## PROBLEM DESCRIPTION
Every record should be copied exactly, except that pictures are to be omitted.

## SUPPLIED MATERIAL

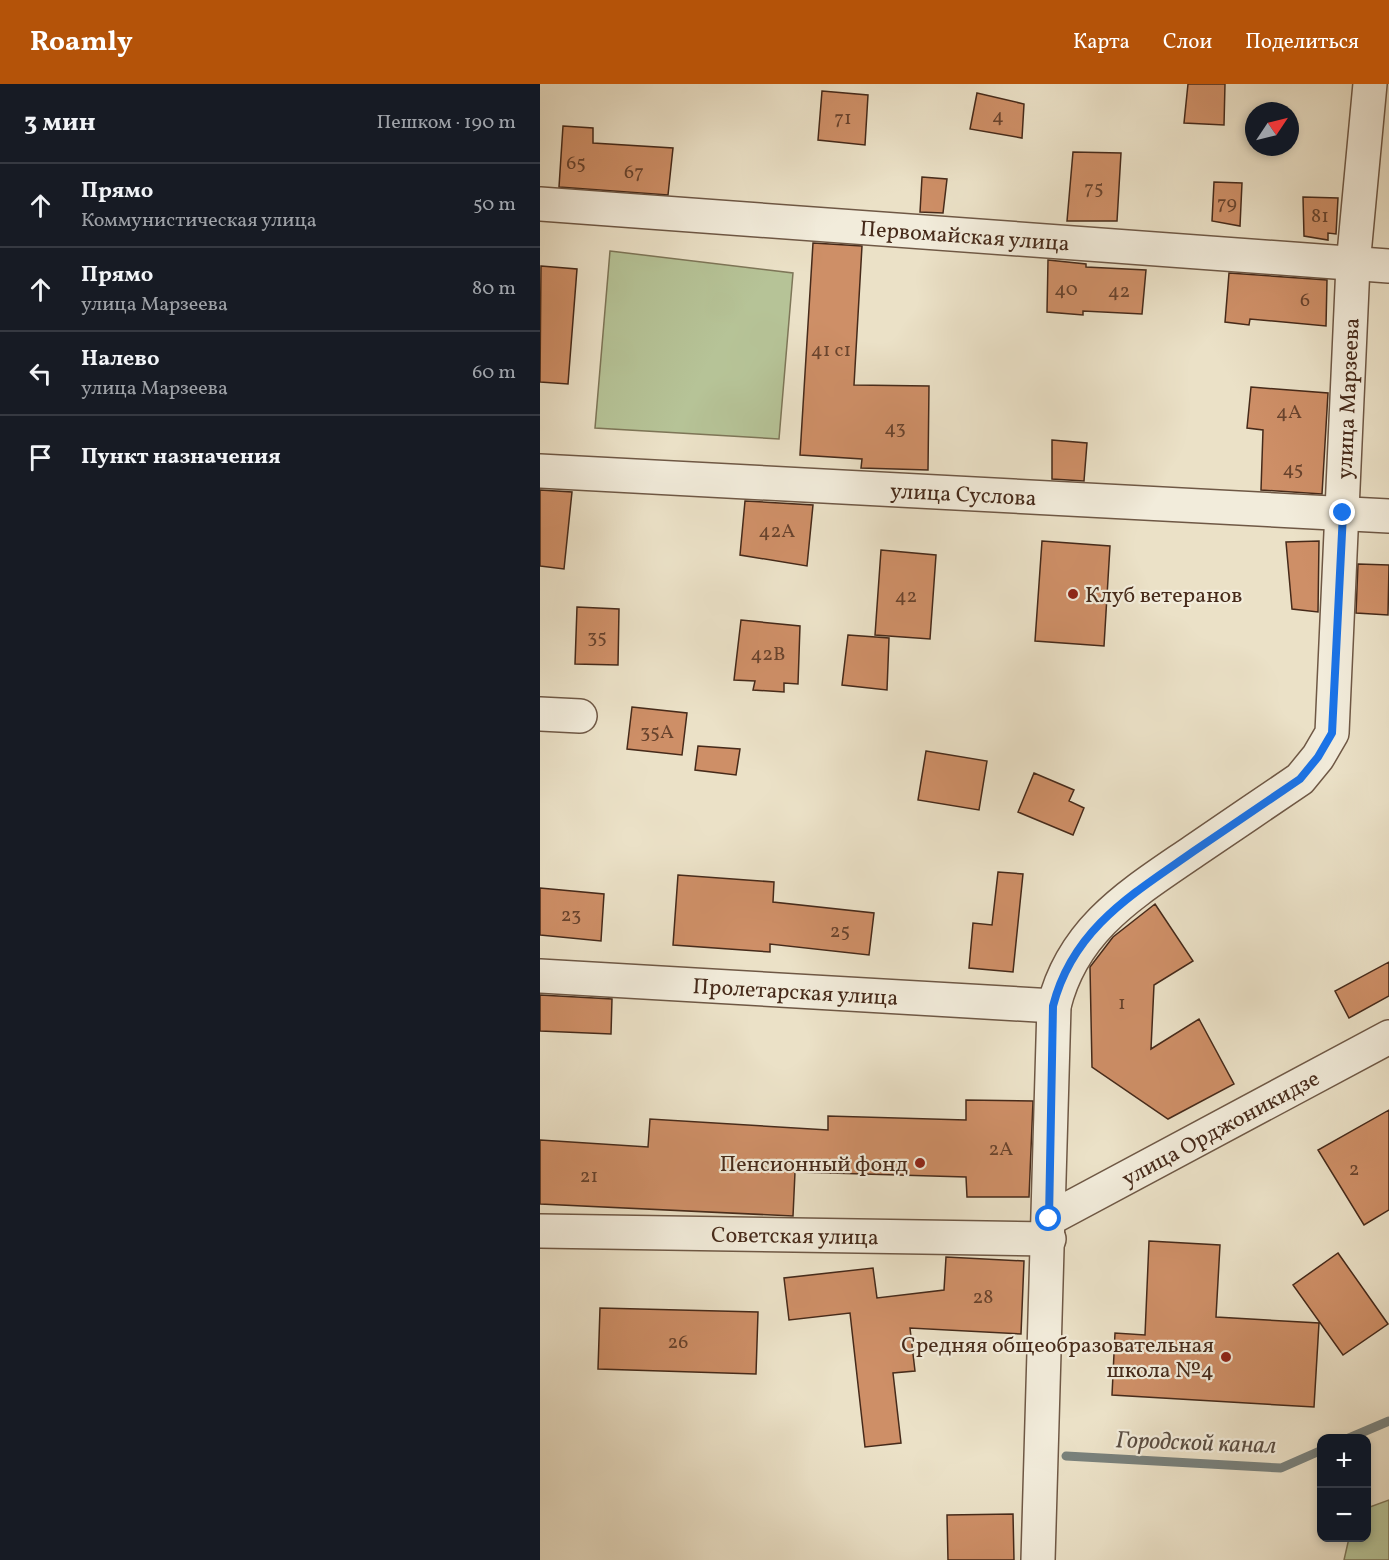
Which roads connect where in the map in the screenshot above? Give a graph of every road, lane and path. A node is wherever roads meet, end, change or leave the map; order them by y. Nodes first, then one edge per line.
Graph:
1 (1370, 84) edge
2 (540, 204) edge
3 (1353, 265) junction
4 (1389, 266) edge
5 (540, 471) edge
6 (1343, 513) junction
7 (1389, 516) edge
8 (540, 714) edge
9 (580, 716) dead end
10 (540, 976) edge
11 (1056, 994) junction
12 (1389, 1037) edge
13 (1049, 1229) junction
14 (540, 1230) edge
15 (1038, 1560) edge

1 - 3 street, улица Марзеева
2 - 3 street, Первомайская улица
3 - 4 street, Первомайская улица
3 - 6 street, улица Марзеева
5 - 6 street, улица Суслова
6 - 7 street, улица Суслова
6 - 11 street, улица Марзеева
8 - 9 street
10 - 11 street, Пролетарская улица
11 - 13 street
12 - 13 street, улица Орджоникидзе
13 - 14 street, Советская улица
13 - 15 street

## YOUR RESPONSE
Which roads connect where in the map in the screenshot above? Give a graph of every road, lane and path. A node is wherever roads meet, end, change or leave the map; order them by y. Nodes first, then one edge per line.
Graph:
1 (1370, 84) edge
2 (540, 204) edge
3 (1353, 265) junction
4 (1389, 266) edge
5 (540, 471) edge
6 (1343, 513) junction
7 (1389, 516) edge
8 (540, 714) edge
9 (580, 716) dead end
10 (540, 976) edge
11 (1056, 994) junction
12 (1389, 1037) edge
13 (1049, 1229) junction
14 (540, 1230) edge
15 (1038, 1560) edge

1 - 3 street, улица Марзеева
2 - 3 street, Первомайская улица
3 - 4 street, Первомайская улица
3 - 6 street, улица Марзеева
5 - 6 street, улица Суслова
6 - 7 street, улица Суслова
6 - 11 street, улица Марзеева
8 - 9 street
10 - 11 street, Пролетарская улица
11 - 13 street
12 - 13 street, улица Орджоникидзе
13 - 14 street, Советская улица
13 - 15 street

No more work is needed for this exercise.